(Task brief) Check each line of the entries below for the word "names", and copy out the ones that have it.

[Dataset records]
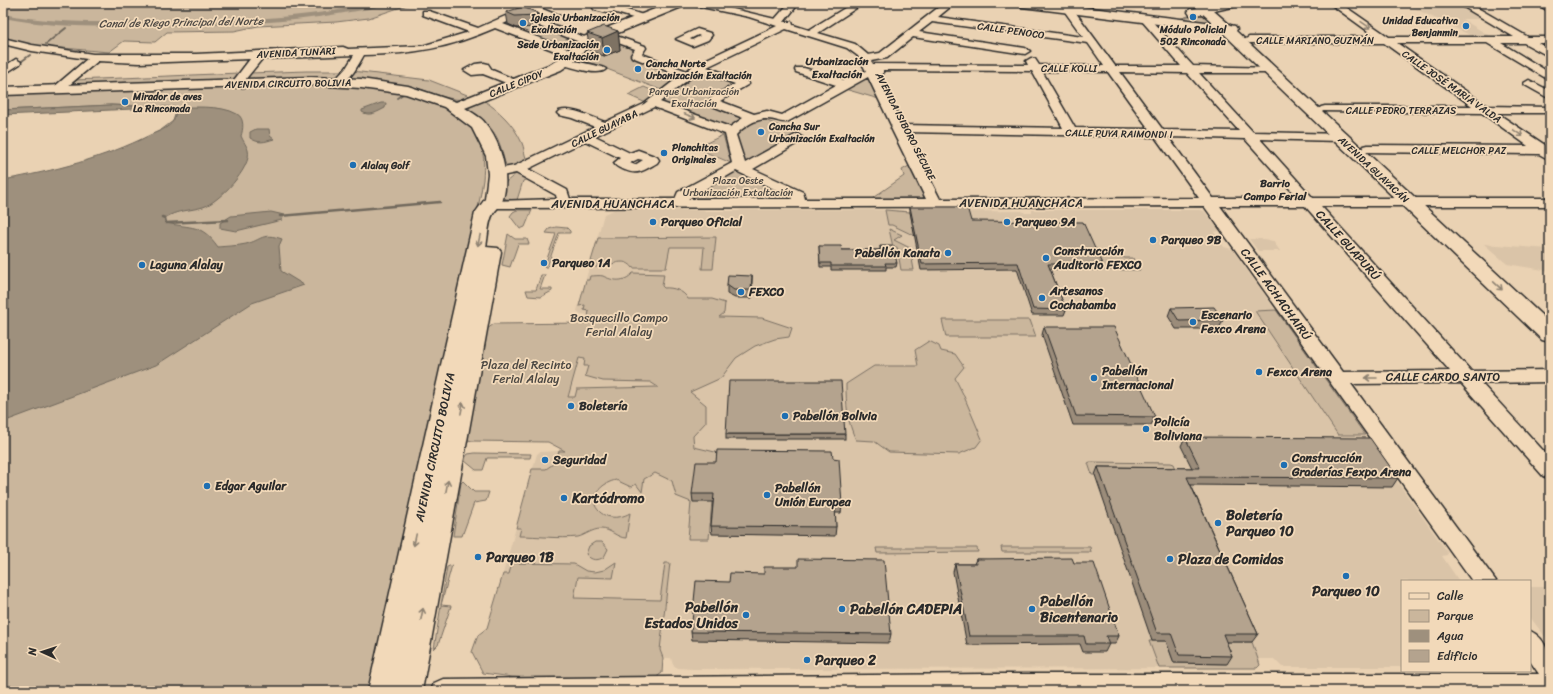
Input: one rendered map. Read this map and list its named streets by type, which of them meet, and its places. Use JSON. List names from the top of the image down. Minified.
{"streets":{"main road":["AVENIDA CIRCUITO BOLIVIA","CALLE CIPOY","AVENIDA GUAYACÁN"],"street":["CALLE PENOCO","CALLE MARIANO GUZMÁN","AVENIDA TUNARI","CALLE KOLLI","CALLE JOSÉ MARIA VALDA","CALLE PEDRO TERRAZAS","AVENIDA ISIBORO SÉCURE","CALLE GUAYABA","CALLE PUYA RAIMONDI I","CALLE MELCHOR PAZ","AVENIDA HUANCHACA","CALLE GUAPURÚ","CALLE ACHACHAIRÚ","CALLE CARDO SANTO"]},"crossings":[["CALLE PENOCO","CALLE ACHACHAIRÚ"],["CALLE MARIANO GUZMÁN","CALLE JOSÉ MARIA VALDA"],["CALLE MARIANO GUZMÁN","AVENIDA GUAYACÁN"],["CALLE KOLLI","AVENIDA ISIBORO SÉCURE"],["CALLE KOLLI","AVENIDA GUAYACÁN"],["CALLE KOLLI","CALLE GUAPURÚ"],["CALLE KOLLI","CALLE ACHACHAIRÚ"],["AVENIDA CIRCUITO BOLIVIA","CALLE CIPOY"],["AVENIDA CIRCUITO BOLIVIA","CALLE GUAYABA"],["AVENIDA CIRCUITO BOLIVIA","AVENIDA HUANCHACA"],["CALLE JOSÉ MARIA VALDA","CALLE PEDRO TERRAZAS"],["CALLE JOSÉ MARIA VALDA","CALLE MELCHOR PAZ"],["CALLE PEDRO TERRAZAS","AVENIDA GUAYACÁN"],["AVENIDA ISIBORO SÉCURE","CALLE GUAYABA"],["AVENIDA ISIBORO SÉCURE","CALLE PUYA RAIMONDI I"],["AVENIDA ISIBORO SÉCURE","AVENIDA HUANCHACA"],["CALLE PUYA RAIMONDI I","AVENIDA GUAYACÁN"],["CALLE PUYA RAIMONDI I","CALLE GUAPURÚ"],["CALLE PUYA RAIMONDI I","CALLE ACHACHAIRÚ"],["CALLE MELCHOR PAZ","AVENIDA GUAYACÁN"],["AVENIDA GUAYACÁN","AVENIDA HUANCHACA"],["AVENIDA HUANCHACA","CALLE GUAPURÚ"],["AVENIDA HUANCHACA","CALLE ACHACHAIRÚ"],["CALLE GUAPURÚ","CALLE CARDO SANTO"],["CALLE ACHACHAIRÚ","CALLE CARDO SANTO"]],"one_way":["CALLE CARDO SANTO"],"districts":["Urbanización Exaltación","Barrio Campo Ferial"],"water":["Canal de Riego Principal del Norte"],"parks":["Parque Urbanización Exaltación","Plaza Oeste Urbanización Extaltación","Bosquecillo Campo Ferial Alalay","Plaza del Recinto Ferial Alalay"],"places":["Módulo Policial 502 Rinconada","Iglesia Urbanización Exaltación","Unidad Educativa Benjanmin","Sede Urbanización Exaltación","Cancha Norte Urbanización Exaltación","Mirador de aves La Rinconada","Cancha Sur Urbanización Exaltación","Planchitas Originales","Alalay Golf","Parqueo Oficial","Parqueo 9A","Parqueo 9B","Pabellón Kanata","Construcción Auditorio FEXCO","Parqueo 1A","Laguna Alalay","FEXCO","Artesanos Cochabamba","Escenario Fexco Arena","Fexco Arena","Pabellón Internacional","Boletería","Pabellón Bolivia","Policía Boliviana","Seguridad","Construcción Graderías Fexpo Arena","Edgar Aguilar","Pabellón Unión Europea","Kartódromo","Boletería Parqueo 10","Parqueo 1B","Plaza de Comidas","Parqueo 10","Pabellón CADEPIA","Pabellón Bicentenario","Pabellón Estados Unidos","Parqueo 2"],"legend":["Calle","Parque","Agua","Edificio"],"north":"left"}
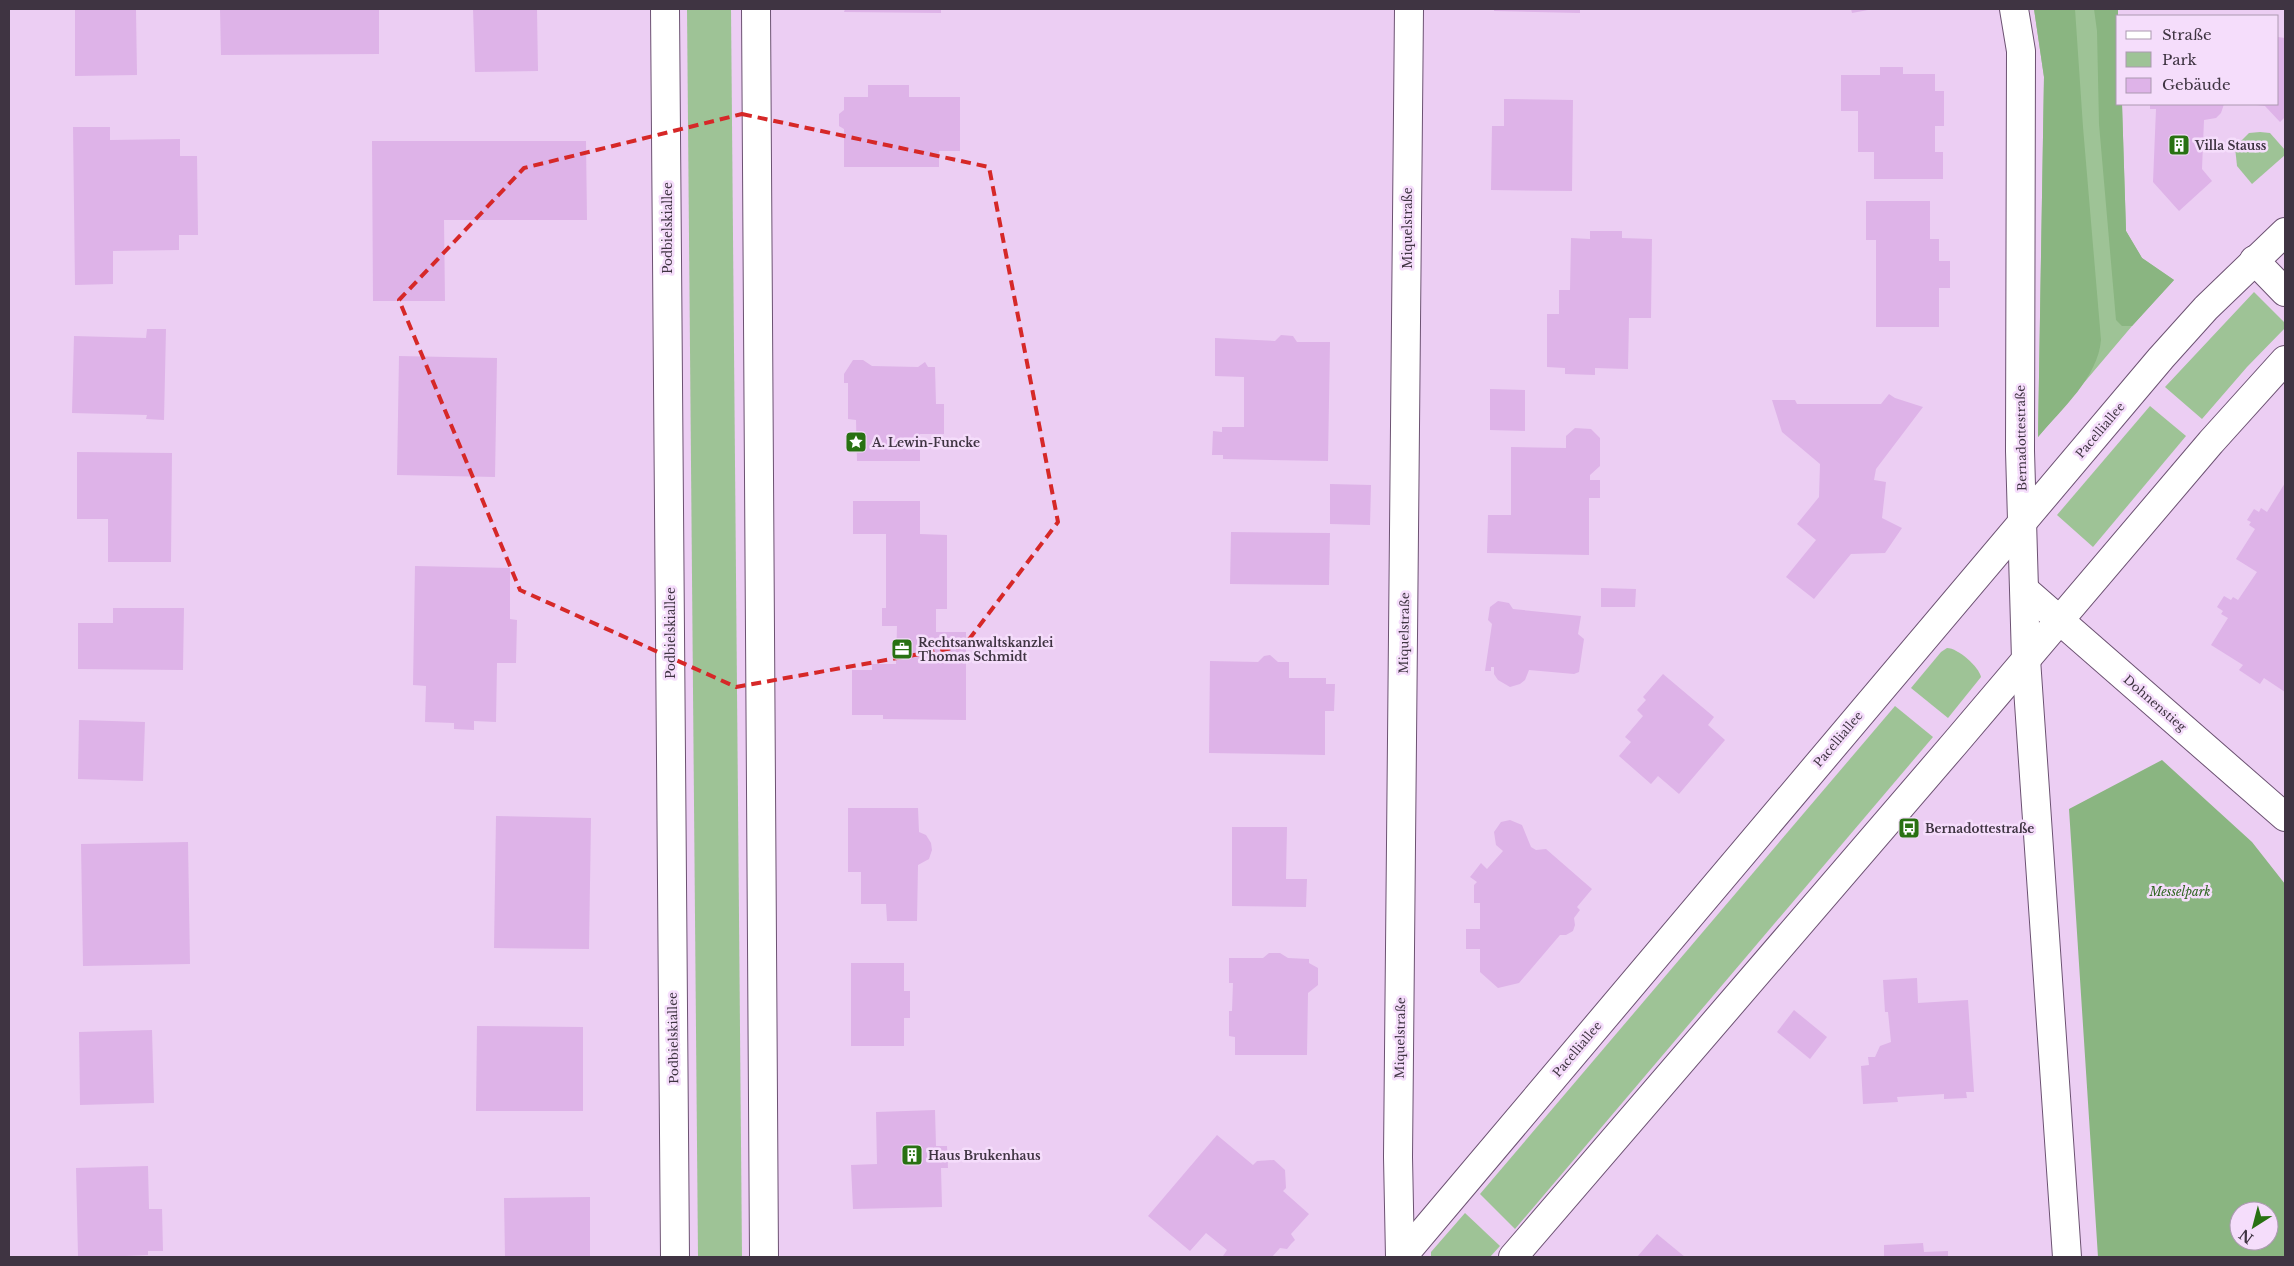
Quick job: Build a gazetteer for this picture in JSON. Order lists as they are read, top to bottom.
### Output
{
  "streets": {
    "street": [
      "Podbielskiallee",
      "Miquelstraße",
      "Pacelliallee",
      "Bernadottestraße",
      "Dohnenstieg"
    ]
  },
  "crossings": [
    ["Miquelstraße", "Pacelliallee"],
    ["Pacelliallee", "Bernadottestraße"],
    ["Bernadottestraße", "Dohnenstieg"]
  ],
  "parks": ["Messelpark"],
  "places": {
    "building": ["Villa Stauss", "Haus Brukenhaus"],
    "place": ["A. Lewin-Funcke"],
    "office": ["Rechtsanwaltskanzlei Thomas Schmidt"],
    "bus stop": ["Bernadottestraße"]
  },
  "legend": ["Straße", "Park", "Gebäude"],
  "north": "bottom left"
}
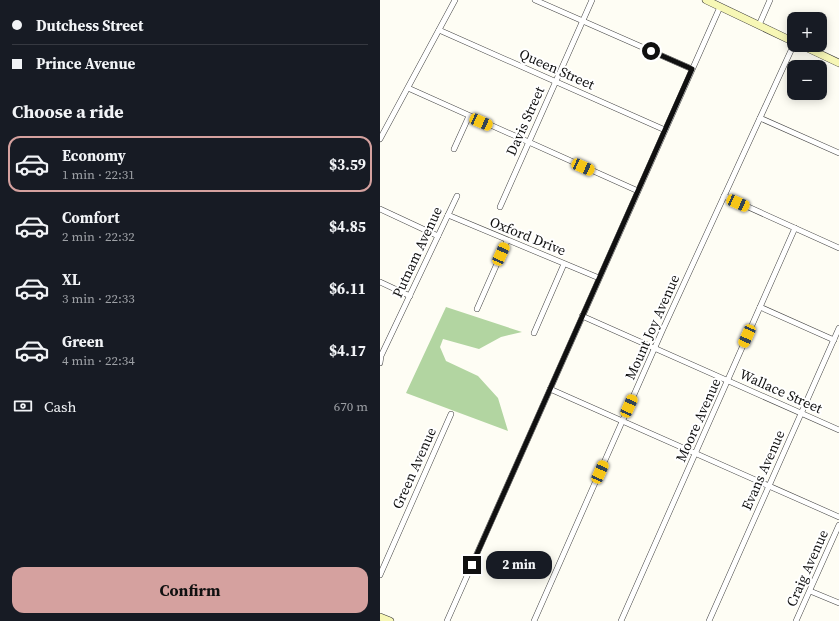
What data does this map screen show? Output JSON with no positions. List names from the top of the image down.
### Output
{
  "streets": {
    "street": [
      "Queen Street",
      "Davis Street",
      "Oxford Drive",
      "Putnam Avenue",
      "Mount Joy Avenue",
      "Wallace Street",
      "Moore Avenue",
      "Green Avenue",
      "Evans Avenue",
      "Craig Avenue"
    ]
  },
  "crossings": [
    ["Queen Street", "Davis Street"],
    ["Oxford Drive", "Putnam Avenue"],
    ["Mount Joy Avenue", "Wallace Street"],
    ["Wallace Street", "Moore Avenue"],
    ["Wallace Street", "Evans Avenue"]
  ],
  "page": {
    "banner": ["Dutchess Street", "Prince Avenue"],
    "map_buttons": ["+", "−"],
    "heading": "Choose a ride",
    "list": [
      {
        "name": "Economy",
        "note": "1 min · 22:31",
        "value": "$3.59"
      },
      {
        "name": "Comfort",
        "note": "2 min · 22:32",
        "value": "$4.85"
      },
      {
        "name": "XL",
        "note": "3 min · 22:33",
        "value": "$6.11"
      },
      {
        "name": "Green",
        "note": "4 min · 22:34",
        "value": "$4.17"
      }
    ],
    "pay": ["Cash", "670 m"],
    "bubble": "2 min",
    "buttons": "Confirm"
  }
}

(Output of the exercise)
Input: one rendered map. Read this map and list its named streets by type, which of them meet, and its places. Use JSON. List names from the top of the image down. Minified.
What data does this map screen show? Output JSON with no positions. List names from the top of the image down.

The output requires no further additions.